73Dans ce contexte, le soutien à Athènes et Ankara, « piliers de stabilité » en Méditerranée orientale, est primordial pour la France97. Ses ambassadeurs dans les deux capitales s’efforcent de convaincre les autorités turques et grecques de ne pas imposer aux Chypriotes une solution décidée à deux, surtout si elle doit se traduire par un partage de l’île. L’URSS ne manquerait pas de se mêler directement de l’affaire et d’ainsi transformer la question chypriote en enjeu de guerre froide. On assiste donc à une adaptation de la stratégie gaullienne des années 1964-1967 : tandis que le Général avait fait de Chypre un dossier essentiel du dialogue franco-soviétique, Pompidou cherche à extraire ce problème du cadre Est-Ouest, y compris de ses rapports avec l’URSS, pour ne pas créditer l’idée que Moscou aurait un droit de regard particulier sur la question chypriote.

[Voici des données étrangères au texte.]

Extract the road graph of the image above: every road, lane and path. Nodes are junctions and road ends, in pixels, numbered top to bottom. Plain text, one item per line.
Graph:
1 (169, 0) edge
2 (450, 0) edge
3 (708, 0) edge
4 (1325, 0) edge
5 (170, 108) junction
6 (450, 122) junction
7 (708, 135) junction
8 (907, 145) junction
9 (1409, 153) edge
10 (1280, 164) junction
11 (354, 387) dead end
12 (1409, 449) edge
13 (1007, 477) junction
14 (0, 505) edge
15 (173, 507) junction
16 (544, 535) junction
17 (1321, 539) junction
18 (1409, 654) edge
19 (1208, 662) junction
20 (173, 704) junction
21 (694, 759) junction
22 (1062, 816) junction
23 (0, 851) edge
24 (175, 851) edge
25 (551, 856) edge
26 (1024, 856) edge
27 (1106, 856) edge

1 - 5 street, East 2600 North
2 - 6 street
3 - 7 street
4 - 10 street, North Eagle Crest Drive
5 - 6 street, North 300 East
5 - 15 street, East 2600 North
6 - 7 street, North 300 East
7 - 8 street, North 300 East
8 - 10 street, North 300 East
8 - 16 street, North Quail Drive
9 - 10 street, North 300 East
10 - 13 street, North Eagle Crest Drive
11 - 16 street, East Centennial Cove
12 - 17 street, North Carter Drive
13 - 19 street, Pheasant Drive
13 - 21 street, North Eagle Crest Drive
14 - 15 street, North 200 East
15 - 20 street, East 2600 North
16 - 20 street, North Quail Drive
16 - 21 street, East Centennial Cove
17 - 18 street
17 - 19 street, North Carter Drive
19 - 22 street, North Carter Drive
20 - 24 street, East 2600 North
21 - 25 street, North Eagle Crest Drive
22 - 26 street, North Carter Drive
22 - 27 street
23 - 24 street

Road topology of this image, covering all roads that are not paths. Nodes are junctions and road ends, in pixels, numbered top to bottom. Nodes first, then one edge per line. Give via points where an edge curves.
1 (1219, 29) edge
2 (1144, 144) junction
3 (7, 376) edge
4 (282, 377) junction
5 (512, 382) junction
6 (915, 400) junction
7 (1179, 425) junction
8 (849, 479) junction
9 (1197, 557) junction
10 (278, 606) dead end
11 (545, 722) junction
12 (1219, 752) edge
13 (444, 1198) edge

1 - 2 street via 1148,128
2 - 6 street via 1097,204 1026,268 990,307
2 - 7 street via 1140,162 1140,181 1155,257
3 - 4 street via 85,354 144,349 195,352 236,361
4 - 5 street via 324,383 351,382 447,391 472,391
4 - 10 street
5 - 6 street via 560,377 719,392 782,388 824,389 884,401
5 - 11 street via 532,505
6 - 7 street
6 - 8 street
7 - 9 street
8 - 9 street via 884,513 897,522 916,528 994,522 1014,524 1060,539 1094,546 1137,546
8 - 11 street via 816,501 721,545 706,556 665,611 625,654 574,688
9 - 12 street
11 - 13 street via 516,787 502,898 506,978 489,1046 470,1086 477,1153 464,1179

74La France renoue en revanche avec la politique gaullienne qui consiste à profiter des hésitations américaines et britanniques pour avancer ses pions auprès des Grecs et des Turcs, déçus du peu d’entrain de l’Administration Nixon et du gouvernement Heath à condamner l’attitude de Makarios98. Pompidou entend démontrer à ses interlocuteurs de la mer Égée que, face à l’attitude incertaine des deux Grands et du Royaume-Uni, la France offre une alternative occidentale de premier choix en termes de sécurité du flanc méridional de l’Alliance – grâce à sa présence en Méditerranée, à sa stratégie de dissuasion et à ses ventes d’armes – sans déroger à son engagement en faveur de la réussite des discussions intercommunautaires. Lorsque celles-ci reprennent en juillet 1972, les Français apprécient de voir les relations s’apaiser entre Athènes, Nicosie et Ankara ; la reprise des négociations sur Chypre apparaît alors d’autant plus urgente qu’avec l’expulsion des « conseillers » soviétiques par Sadate durant ce même mois de juillet, l’URSS subit un camouflet de la part de son protégé égyptien qui ne fait qu’attiser son désir de trouver des alliés dans cette partie de la Méditerranée. La diplomatie française éprouve donc, à l’été 1972, un sentiment de méfiance accrue à l’égard de l’équipe brejnévienne et de son usage du non-alignement, susceptible de se muer en un neutralisme que le désengagement américain et les négociations MBFR et SALT ne font qu’encourager.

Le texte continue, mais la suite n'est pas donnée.